En 86, elle obtient le prix du Ministère de la Culture au concours chorégraphique de Bagnolet avec Cru. Elle travaille ensuite, avec Jean-François Duroure jusqu’en 87. Ils créent ensemble Pudique acide et Extasis. Elle crée seule à partir de 88, Je ne vois pas la femme cachée dans la forêt, Chinoiserie, Pour Antigone... En 1994 elle est nommée à la tête du Centre chorégraphique national de Montpellier Languedoc-Roussillon. Cette nomination marque le début d’une série de collaborations avec des personnalités venant de divers champs artistiques. Nuit en 95, avec la plasticienne Beverly Semmes, L’atelier en pièces en 96, avec le compositeur David Moss, Arrêtez, arrêtons, arrête en 97 avec l’écrivain Christine Angot, Les lieux de là (98.99), sur une musique originale de Heiner Goebbels. En 2000, pour Montpellier danse, Mathilde Monnier invite de nombreux artistes à créer un évènement intitulé Potlatch, dérives autour de la question du don et de la dette.
Puis elle engage un diptyque, Signé, signés (00.01) s’appuyant sur l’œuvre de Merce Cunningham et John Cage et crée Natt & Rose pour le Ballet Royal de Suède. En 02, elle présente successivement Allitérations, conférence dansée avec le philosophe Jean-Luc Nancy, et Déroutes d’après Lenz de G. Büchner. Ces deux créations étant marquées par la présence musicale du compositeur erikm. En 03, elle crée Slide pour les danseurs du Ballet de l’Opéra de Lyon, toujours sur une musique d’erikm. En 04, elle collabore avec la scénographe Annie Tolleter, le vidéaste Karim Zeriahen et le musicien Didier Aschour à la création de Pièces. Cette même année elle présente Publique en ouverture du festival Montpellier danse, pièces pour huit danseuses animées par la fougue de P.J Harvey (programmée à la Scène nationale de Cavaillon en 2004)
Plus d’infos : www.mathildemonnier.com

Christine Angot

Christine Angot - photo Marc Coudrais

Christine Angot naît le 7 février 1959 à Châteauroux, y passe son enfance jusqu’en 1973. Elle se rend à Reims, y termine ses études. Elle commence à écrire en 1983. Quelques mois plus tard, elle décide de ne rien faire d’autre qu’écrire, même si les éditeurs lui renvoient ses manuscrits, à Nice où elle vit. En 1990, elle signe enfin un contrat chez Gallimard, dans la collection L’Arpenteur, pour Vu du ciel. Suivent Not to be et Léonore toujours.
Dès sa première publication elle alterne roman et théâtre. Elle déménage à Montpellier. En 1994, Interview, son quatrième roman, est refusé chez Gallimard. Cinq autres éditeurs le refusent. En 1995, Jean-Marc Roberts le prend chez Fayard.
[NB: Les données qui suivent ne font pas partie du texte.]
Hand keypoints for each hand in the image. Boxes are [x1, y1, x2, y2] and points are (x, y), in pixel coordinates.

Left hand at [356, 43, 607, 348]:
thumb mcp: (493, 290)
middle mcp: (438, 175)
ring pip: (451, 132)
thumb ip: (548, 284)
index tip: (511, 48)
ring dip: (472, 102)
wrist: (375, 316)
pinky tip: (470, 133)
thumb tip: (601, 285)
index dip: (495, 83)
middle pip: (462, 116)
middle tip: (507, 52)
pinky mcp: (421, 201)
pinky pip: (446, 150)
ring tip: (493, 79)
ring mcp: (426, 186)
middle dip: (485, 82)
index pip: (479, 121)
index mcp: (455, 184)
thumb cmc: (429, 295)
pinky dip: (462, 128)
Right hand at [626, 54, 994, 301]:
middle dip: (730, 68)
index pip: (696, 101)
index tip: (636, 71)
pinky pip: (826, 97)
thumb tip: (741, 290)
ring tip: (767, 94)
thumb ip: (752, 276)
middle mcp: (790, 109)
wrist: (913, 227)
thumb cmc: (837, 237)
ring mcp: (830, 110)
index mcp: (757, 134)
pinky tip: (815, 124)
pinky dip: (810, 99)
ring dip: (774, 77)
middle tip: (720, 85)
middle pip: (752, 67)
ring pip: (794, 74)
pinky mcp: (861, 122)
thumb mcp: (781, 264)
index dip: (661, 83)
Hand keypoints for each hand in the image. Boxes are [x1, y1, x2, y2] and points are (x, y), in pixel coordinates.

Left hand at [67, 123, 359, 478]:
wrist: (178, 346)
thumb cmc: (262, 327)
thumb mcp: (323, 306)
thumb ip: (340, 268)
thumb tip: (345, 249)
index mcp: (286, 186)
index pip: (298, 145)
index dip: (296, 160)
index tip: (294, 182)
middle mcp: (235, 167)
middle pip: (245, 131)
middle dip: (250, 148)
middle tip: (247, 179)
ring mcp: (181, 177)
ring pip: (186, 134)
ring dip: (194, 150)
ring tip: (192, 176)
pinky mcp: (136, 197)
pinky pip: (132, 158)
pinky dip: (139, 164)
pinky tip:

Paraissent ensuite Les Autres (1997), L’Usage de la vie (1998), Sujet Angot (1998). Elle le suit chez Stock pour L’inceste (1999).
En 1997, elle travaille avec Mathilde Monnier pour Arrêtez, arrêtons, arrête dont le texte Normalement sort chez Stock et sera mis en scène par elle-même et Michel Didym au Théâtre National de la Colline, avec Redjep Mitrovitsa, en 2002. Mais aussi autre chose a été mis en espace par Alain Françon en 1999 à Théâtre Ouvert et au Festival d’Avignon. En 2000, elle a publié Quitter la ville, et déménagé à Paris. En 2002, Pourquoi le Brésil ? En 2003, Peau d’âne. Chaque fois, elle lit elle-même ses textes, seule, sous le regard d’Alain Françon, ou celui d’Eric Lacascade.
Elle publie Les Désaxés et Une partie du cœur en 2004.